Changes in marker expression on monocytes following intravenous administration of dexamethasone (8 mg) in healthy volunteers.
Flowcytometric analysis of cryopreserved PBMCs to assess surface marker expression of innate immune cells before a single injection of 8 mg dexamethasone and 2 h, 4 h, and 24 h after administration. Data are expressed as mean ± SEM; n = 9; RM one-way ANOVA with Dunnett's correction; * denotes p<0.05; ** denotes p<0.01; **** denotes p<0.0001
PBMCs: peripheral blood mononuclear cells, class. monocytes: classical monocytes, intermed. monocytes: intermediate monocytes, nonclass. monocytes: nonclassical monocytes, MFI: mean fluorescence intensity.

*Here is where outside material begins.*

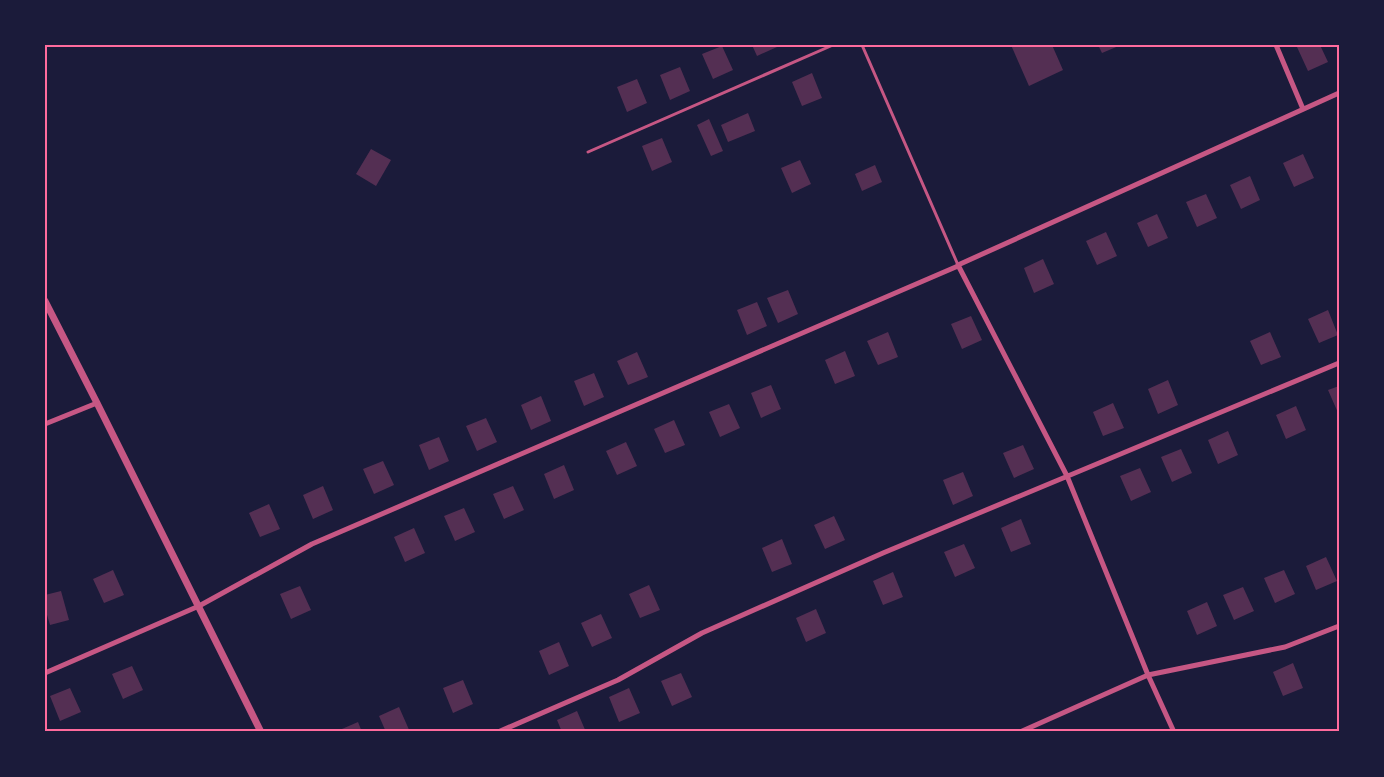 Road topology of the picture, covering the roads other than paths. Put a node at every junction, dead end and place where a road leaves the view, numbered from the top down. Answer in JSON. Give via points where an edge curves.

We also evaluated the expression of the same markers on cDC (Fig. 2). In CD141+ cDC we detected an increase of PD-L1 (A) and CCR4 (B) at 2 h. A reduction of these markers as well as CCR7 (C) was observed at the 24 h time point. TNFR2 expression was not significantly altered by dexamethasone. In CD1c+ cDC dexamethasone administration induced a rapid upregulation of PD-L1 (D), TNFR2 (E), CCR4 (F) and CCR7 (G). This increase was still noticeable at the 24 h time point for TNFR2, while CCR7 was downregulated at 24 h.
Fig. 2.
Changes in marker expression on cDC following intravenous administration of dexamethasone (8 mg) in healthy volunteers.
Flowcytometric analysis of cryopreserved PBMCs to assess surface marker expression of innate immune cells before a single injection of 8 mg dexamethasone and 2 h, 4 h, and 24 h after administration. Data are expressed as mean ± SEM; n = 9; RM one-way ANOVA with Dunnett's correction; * denotes p<0.05; ** denotes p<0.01; *** denotes p<0.001
PBMCs: peripheral blood mononuclear cells, cDCs: conventional dendritic cells, MFI: mean fluorescence intensity.

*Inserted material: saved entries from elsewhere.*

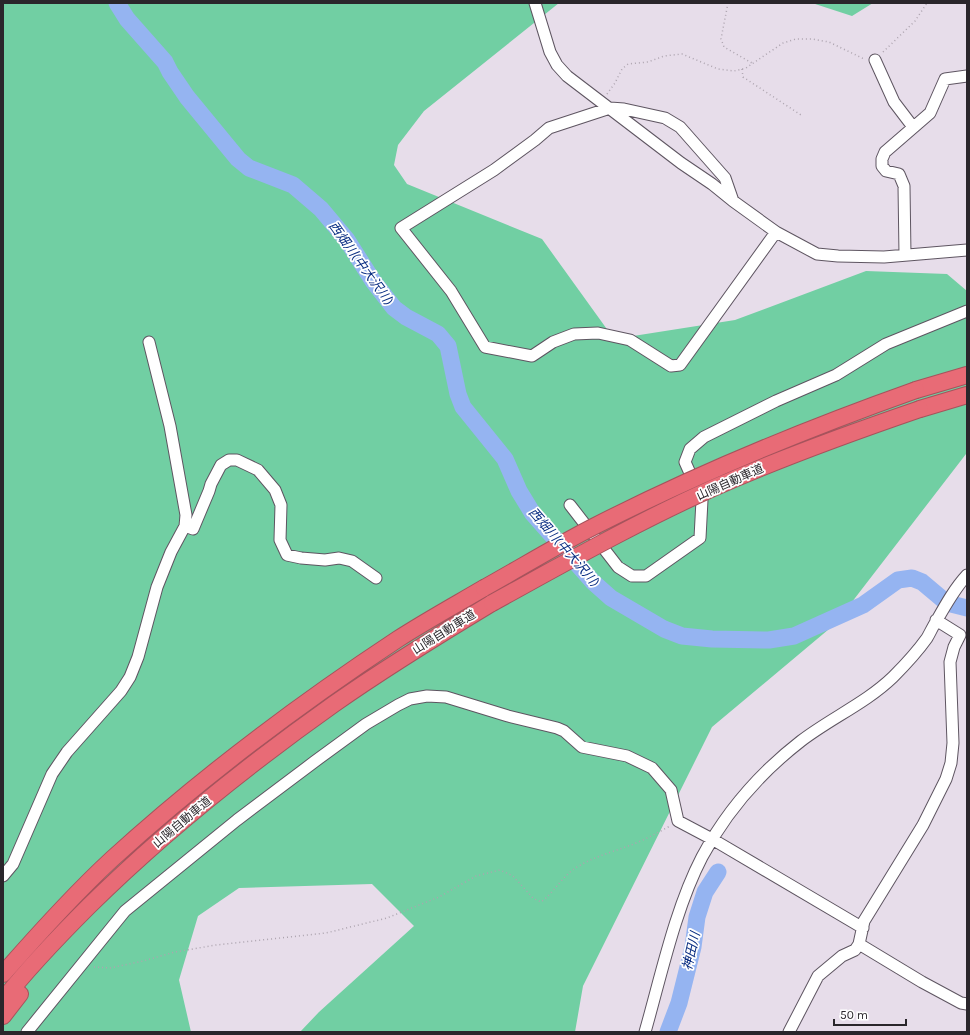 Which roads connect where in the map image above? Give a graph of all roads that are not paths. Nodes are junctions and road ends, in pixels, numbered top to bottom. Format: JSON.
{"nodes":[{"id":1,"x":535,"y":3,"type":"edge"},
{"id":2,"x":875,"y":60,"type":"road end"},
{"id":3,"x":967,"y":76,"type":"edge"},
{"id":4,"x":606,"y":105,"type":"junction"},
{"id":5,"x":913,"y":127,"type":"junction"},
{"id":6,"x":733,"y":201,"type":"junction"},
{"id":7,"x":776,"y":232,"type":"junction"},
{"id":8,"x":967,"y":250,"type":"edge"},
{"id":9,"x":905,"y":255,"type":"junction"},
{"id":10,"x":967,"y":311,"type":"edge"},
{"id":11,"x":149,"y":342,"type":"dead end"},
{"id":12,"x":967,"y":375,"type":"edge"},
{"id":13,"x":967,"y":395,"type":"edge"},
{"id":14,"x":570,"y":505,"type":"dead end"},
{"id":15,"x":185,"y":526,"type":"junction"},
{"id":16,"x":967,"y":575,"type":"edge"},
{"id":17,"x":376,"y":578,"type":"dead end"},
{"id":18,"x":939,"y":616,"type":"junction"},
{"id":19,"x":712,"y":839,"type":"junction"},
{"id":20,"x":122,"y":874,"type":"junction"},
{"id":21,"x":3,"y":876,"type":"edge"},
{"id":22,"x":50,"y":921,"type":"junction"},
{"id":23,"x":863,"y":928,"type":"junction"},
{"id":24,"x":859,"y":944,"type":"junction"},
{"id":25,"x":3,"y":968,"type":"edge"},
{"id":26,"x":3,"y":974,"type":"edge"},
{"id":27,"x":3,"y":1000,"type":"edge"},
{"id":28,"x":967,"y":1004,"type":"edge"},
{"id":29,"x":3,"y":1016,"type":"edge"},
{"id":30,"x":27,"y":1032,"type":"edge"},
{"id":31,"x":645,"y":1032,"type":"edge"},
{"id":32,"x":789,"y":1032,"type":"edge"}],
"edges":[{"from":1,"to":4,"type":"street"},
{"from":2,"to":5,"type":"street"},
{"from":3,"to":5,"type":"street"},
{"from":4,"to":6,"type":"street"},
{"from":4,"to":6,"type":"street"},
{"from":4,"to":7,"type":"street"},
{"from":5,"to":9,"type":"street"},
{"from":6,"to":7,"type":"street"},
{"from":7,"to":9,"type":"street"},
{"from":8,"to":9,"type":"street"},
{"from":10,"to":14,"type":"street"},
{"from":11,"to":15,"type":"street"},
{"from":12,"to":22,"type":"highway","name":"山陽自動車道","bridge":true},
{"from":13,"to":20,"type":"highway","name":"山陽自動車道","bridge":true},
{"from":15,"to":17,"type":"street"},
{"from":15,"to":21,"type":"street"},
{"from":16,"to":18,"type":"street"},
{"from":18,"to":19,"type":"street"},
{"from":18,"to":23,"type":"street"},
{"from":19,"to":23,"type":"street"},
{"from":19,"to":30,"type":"street"},
{"from":19,"to":31,"type":"street"},
{"from":20,"to":27,"type":"highway","name":"山陽自動車道"},
{"from":20,"to":29,"type":"highway"},
{"from":22,"to":25,"type":"highway"},
{"from":22,"to":26,"type":"highway","name":"山陽自動車道"},
{"from":23,"to":24,"type":"street"},
{"from":24,"to":28,"type":"street"},
{"from":24,"to":32,"type":"street"}]}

Immune-activating and immunosuppressive surface markers were also assessed on T cell subsets. On CD4+ T cells (Fig. 3) a significant increase was observed for the surface expression of PD-1 at 4 h (A). A gradual decrease was evident in the expression of LAP, CCR4 and CCR7 (B,D,E), while a downregulation of CTLA4 was observed at the 24 h time point only (C). The same changes in expression pattern were observed also when assessing the CD4+ T cell subset Treg (Fig. 4A-E) as well as for CD8+ T cells (Fig. 5A-E). No significant changes in the expression of CD95 or TNFR2 were observed in any of the T cell subsets examined.
Fig. 3.
Changes in marker expression on CD4+ T cells following intravenous administration of dexamethasone (8 mg) in healthy volunteers.
Flowcytometric analysis of cryopreserved PBMCs to assess surface marker expression of innate immune cells and T cells before a single injection of 8 mg dexamethasone and 2 h, 4 h, and 24 h after administration. Data are expressed as mean ± SEM; n = 9; RM one-way ANOVA with Dunnett's correction; * denotes p<0.05; ** denotes p<0.01; *** denotes p<0.001; **** denotes p<0.0001
PBMCs: peripheral blood mononuclear cells, MFI: mean fluorescence intensity.
Fig. 4.
Changes in marker expression on Treg following intravenous administration of dexamethasone (8 mg) in healthy volunteers.
Flowcytometric analysis of cryopreserved PBMCs to assess surface marker expression of innate immune cells and T cells before a single injection of 8 mg dexamethasone and 2 h, 4 h, and 24 h after administration. Data are expressed as mean ± SEM; n = 9; RM one-way ANOVA with Dunnett's correction; * denotes p<0.05; ** denotes p<0.01; *** denotes p<0.001
PBMCs: peripheral blood mononuclear cells, Treg: regulatory T cells, MFI: mean fluorescence intensity.
Fig. 5.
Changes in marker expression on CD8+ T cells following intravenous administration of dexamethasone (8 mg) in healthy volunteers.
Flowcytometric analysis of cryopreserved PBMCs to assess surface marker expression of innate immune cells and T cells before a single injection of 8 mg dexamethasone and 2 h, 4 h, and 24 h after administration. Data are expressed as mean ± SEM; n = 9; RM one-way ANOVA with Dunnett's correction; * denotes p<0.05; ** denotes p<0.01; *** denotes p<0.001; **** denotes p<0.0001
PBMCs: peripheral blood mononuclear cells, MFI: mean fluorescence intensity.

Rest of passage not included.